TurtleBot3 Waffle navigates to objects described in natural language inside a Gazebo environment it has never seen before. No pre-built map. No hand-coded waypoints.
"Go to the chair, move past the trash can, stop at the bed."
The robot parses natural language into a goal sequence, builds a semantic 3D map in real time using vision models, and navigates using Nav2. It explores autonomously when a target has not yet been seen.
Most VLN systems assume a pre-built map or require extensive environment-specific training data. Real robots in real deployments face environments they have never seen. This system is designed to work zero-shot:
- No pre-built semantic map — the robot builds one as it explores
- No hand-coded waypoints — goals come from natural language
- No environment-specific training — YOLO, CLIP, and Gemini are used zero-shot
- Fully autonomous exploration when a target is not yet visible
This directly addresses PS6 (autonomous robotic exploration with natural language goals): the robot handles an unknown environment, builds semantic memory, and navigates — all from a single text or voice command.
flowchart LR
A(["Voice / Text"]) --> B["vln_parser<br/>Gemini 2.5 Flash"]

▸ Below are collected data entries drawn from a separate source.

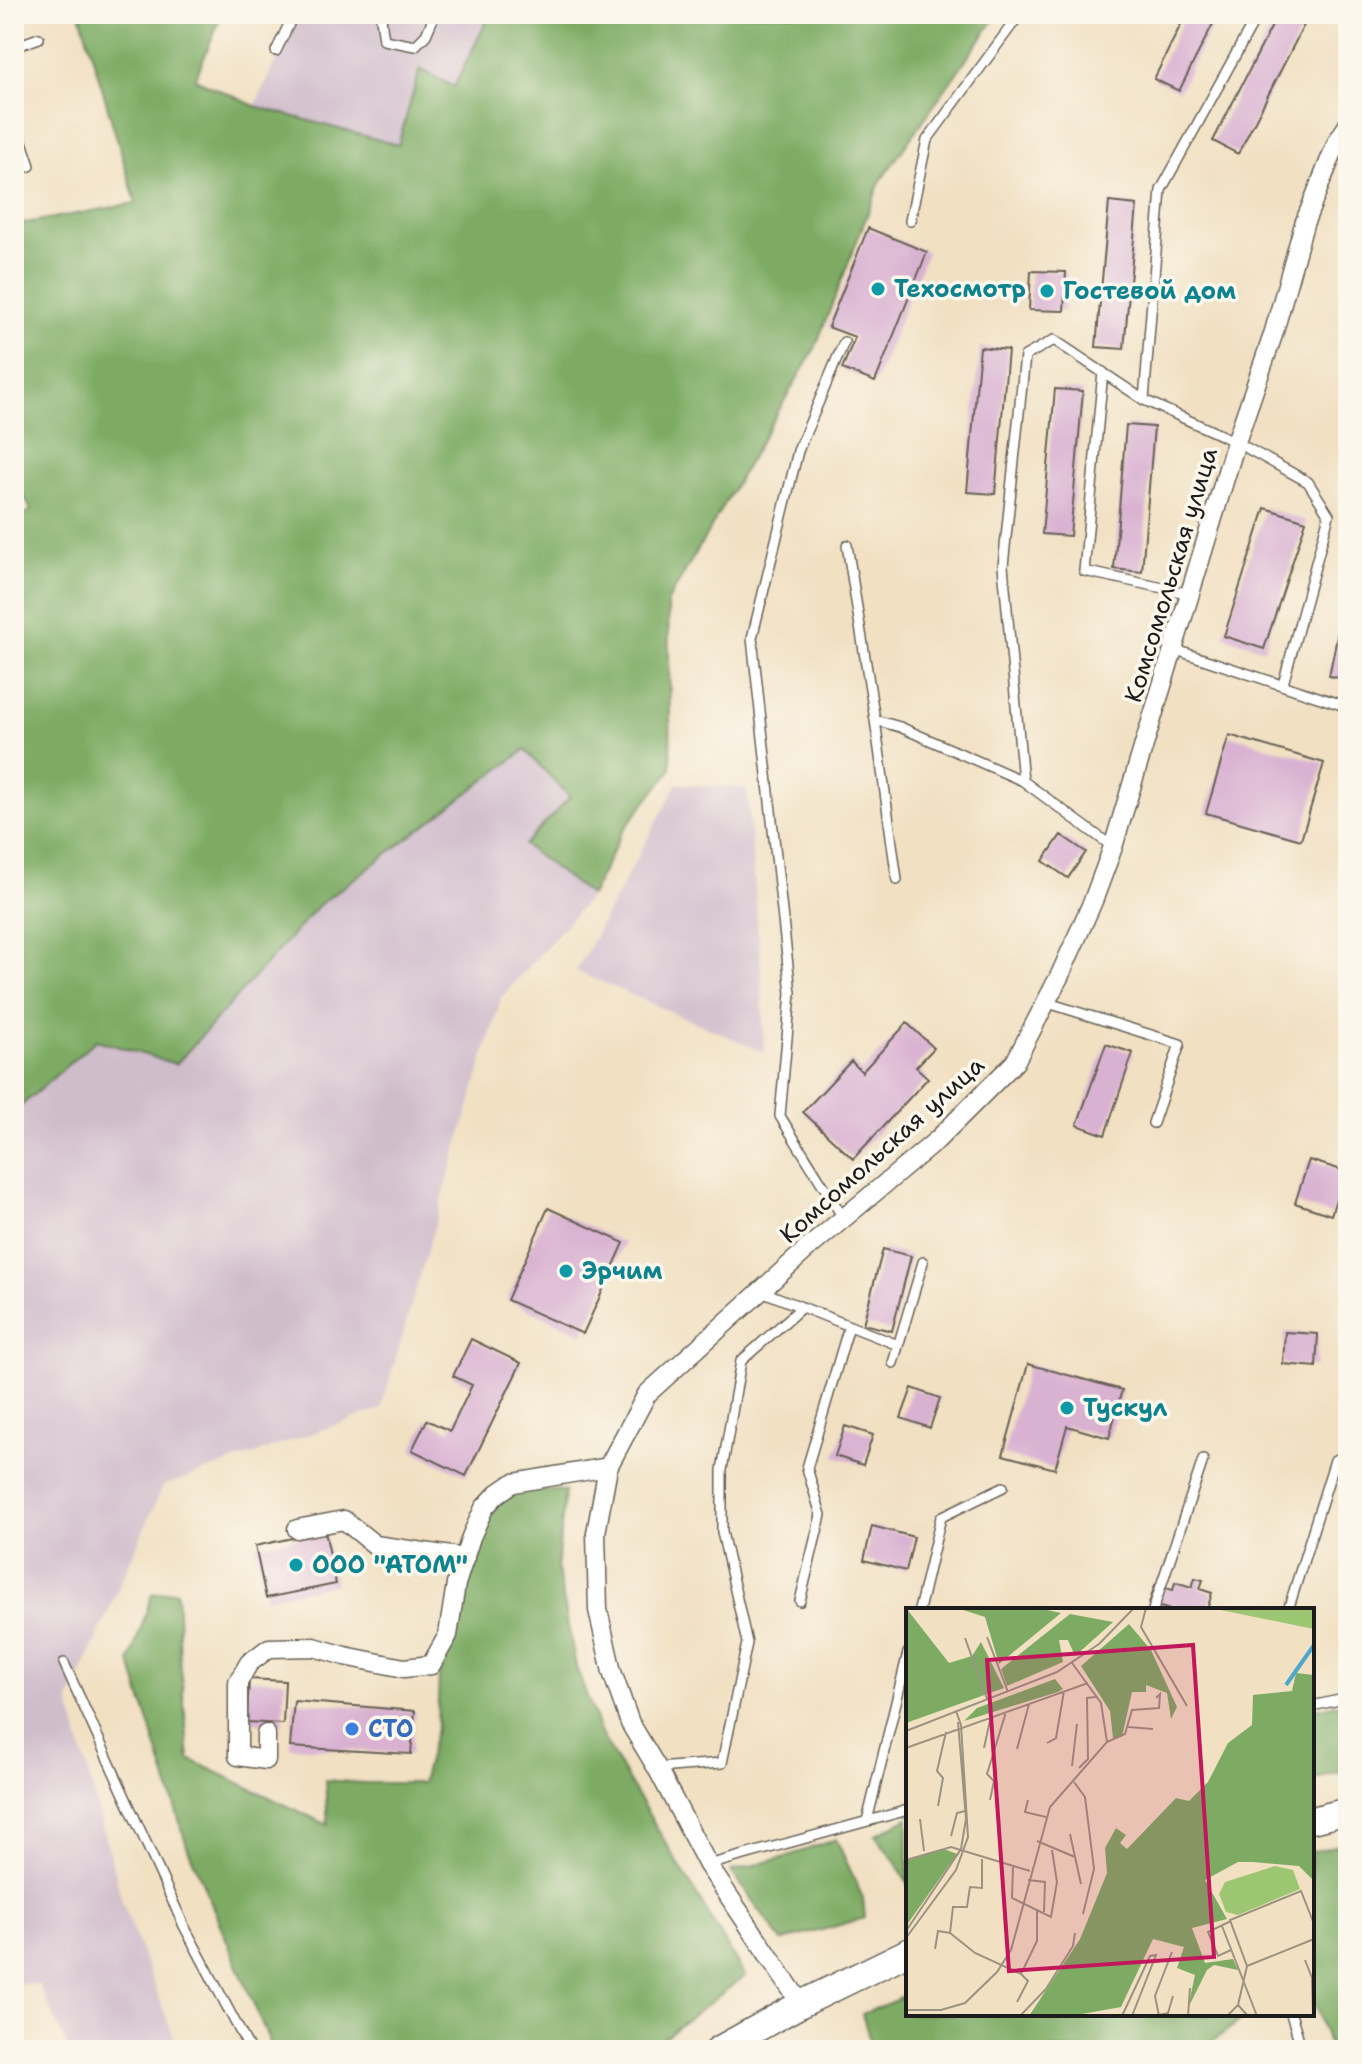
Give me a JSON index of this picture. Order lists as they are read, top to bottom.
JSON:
{
  "streets": {
    "street": ["Комсомольская улица"]
  },
  "places": [
    "Техосмотр",
    "Гостевой дом",
    "Эрчим",
    "Тускул",
    "ООО \"АТОМ\"",
    "СТО"
  ]
}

B -->|"/vln/goal_stack"| C["Arbitrator<br/>10 Hz"]
subgraph DM ["DualMap - 15 Hz"]
direction TB
D["RGB-D<br/>640x480"] --> E["YOLO + SAM<br/>+ FastSAM"]

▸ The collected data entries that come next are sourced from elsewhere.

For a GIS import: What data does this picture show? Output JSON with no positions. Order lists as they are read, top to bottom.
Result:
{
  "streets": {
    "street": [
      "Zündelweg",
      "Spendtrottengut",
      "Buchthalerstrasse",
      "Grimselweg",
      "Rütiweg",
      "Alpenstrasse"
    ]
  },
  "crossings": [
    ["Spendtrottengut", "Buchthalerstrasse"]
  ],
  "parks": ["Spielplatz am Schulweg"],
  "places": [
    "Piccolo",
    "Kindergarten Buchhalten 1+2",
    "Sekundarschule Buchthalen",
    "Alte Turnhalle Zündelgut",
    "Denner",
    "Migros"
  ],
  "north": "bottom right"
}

E --> F["CLIP ViT-L-14<br/>768-dim"]
F --> G[("Global Map<br/>+ Local Map")]
end
G -->|"/action_path"| C
G -->|"semantic_map.json 5s"| C
C -->|"actions.yaml 100ms poll"| G
C -->|"explore/resume"| H["explore_lite<br/>Wavefront BFS"]
C -->|"NavigateToPose"| I["Nav2<br/>NavFn A* + DWB"]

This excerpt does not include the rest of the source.